Louis Archinard (11 February 1850 – 8 May 1932) was a French Army general at the time of the Third Republic, who contributed to the colonial conquest of French West Africa. He was traditionally presented in French histories as the conqueror and "Pacifier" of French Sudan (today Mali). Archinard's campaigns brought about the end of the Tukulor Empire.
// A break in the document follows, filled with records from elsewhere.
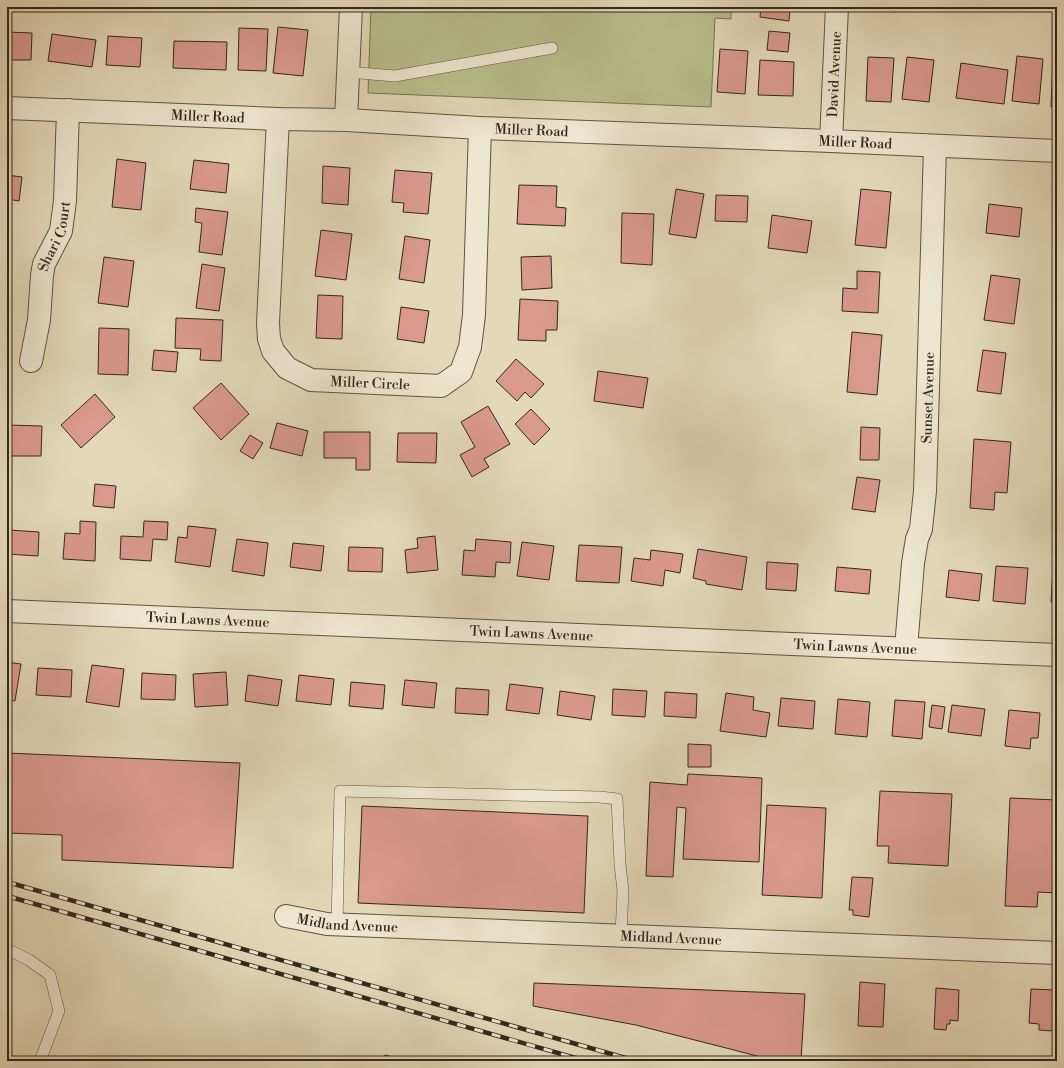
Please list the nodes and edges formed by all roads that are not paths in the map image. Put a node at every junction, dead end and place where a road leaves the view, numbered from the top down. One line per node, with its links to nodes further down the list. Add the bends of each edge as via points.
1 (351, 7): 4 (street)
2 (836, 7): 10 (street, David Avenue)
3 (552, 48): 4 (lane, via 395,76)
4 (348, 72): 8 (street)
5 (7, 108): 6 (street, Miller Road)
6 (68, 110): 7 (street, Miller Road); 13 (street, Shari Court, via 65,201 61,231 44,264 39,320)
7 (278, 118): 8 (street, Miller Road); 9 (street, Miller Circle, via 269,339 273,351 287,368 311,380 441,386 461,372 470,347 474,315)
8 (346, 120): 9 (street, Miller Road)
9 (480, 128): 10 (street, Miller Road)
10 (831, 141): 11 (street, Miller Road)
11 (935, 146): 12 (street, Miller Road); 15 (street, Sunset Avenue, via 925,491 921,529 916,539 913,563)
12 (1057, 152)
13 (31, 361)
14 (7, 611): 15 (street, Twin Lawns Avenue)
15 (906, 648): 16 (street, Twin Lawns Avenue)
16 (1057, 655)
17 (286, 916): 18 (street, Midland Avenue)
18 (337, 924): 19 (street, Midland Avenue); 19 (lane, via 340,791 600,797 617,799 623,891)
19 (621, 935): 21 (street, Midland Avenue)
20 (7, 949): 22 (lane, via 50,975 59,1011)
21 (1057, 953)
22 (40, 1061)

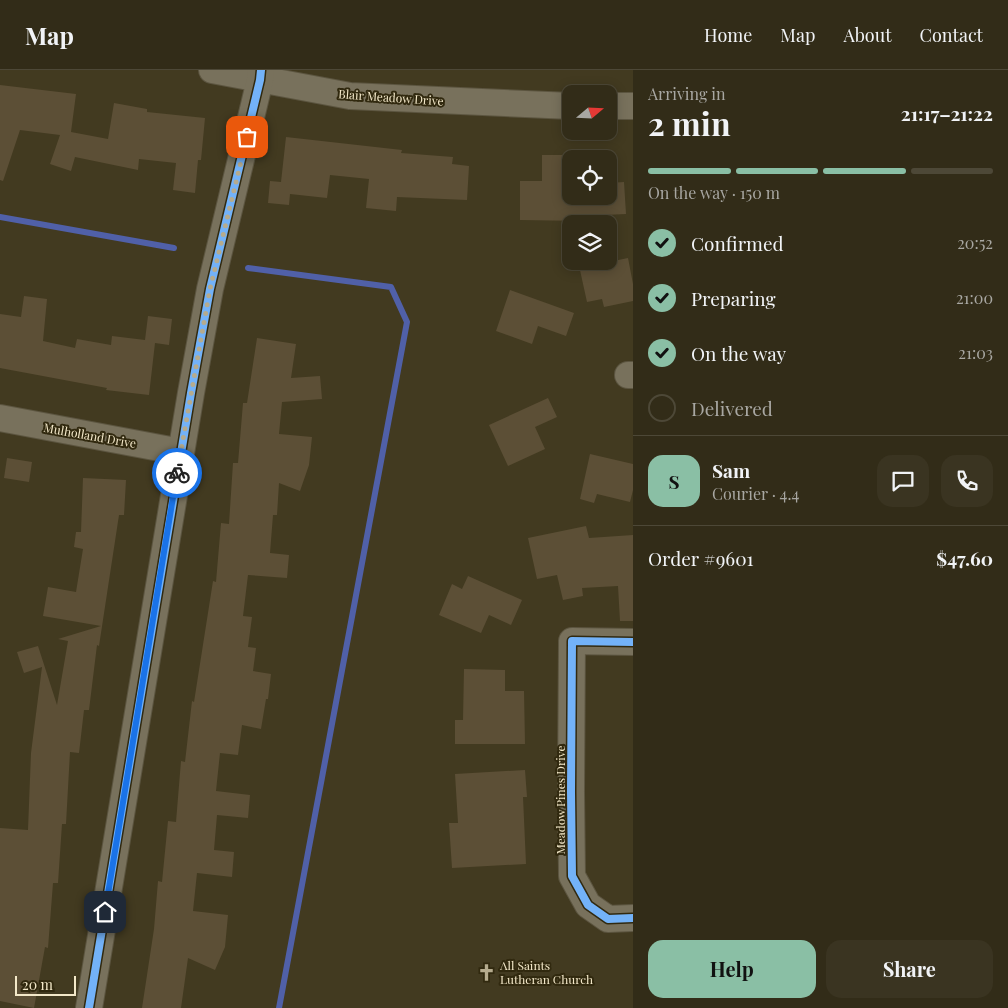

He also spent a large amount of energy fighting Samory Toure.

Archinard was succeeded as military commander of the Sudan in 1893 by Eugène Bonnier, who left from Bordeaux on 5 August 1893 to take up his new command.
Bonnier had no instructions and decided to follow Archinard's advice, use his own judgement and seize Timbuktu.
He was killed on 15 December 1893 by a force of Tuaregs.

In 1897 Archinard was reassigned to French Indochina.
In World War I, he commanded in August 1914 the 1er Group of Reserve Divisions, and in 1917-1918 the Polish Legion in France.

==Decorations==
- Légion d'honneur
  - Knight (25 August 1881)
  - Officer (9 July 1889)
  - Commander (11 July 1903)
  - Grand Officer (30 December 1908)
  - Grand Cross (11 July 1914)
- Médaille militaire (6 July 1919)
- Croix de guerre 1914-1918
- Médaille Interalliée 1914–1918
- Commemorative medal of the 1870–1871 War.
- Médaille commémorative de la guerre 1914–1918
- Médaille Coloniale with "Soudan" bar.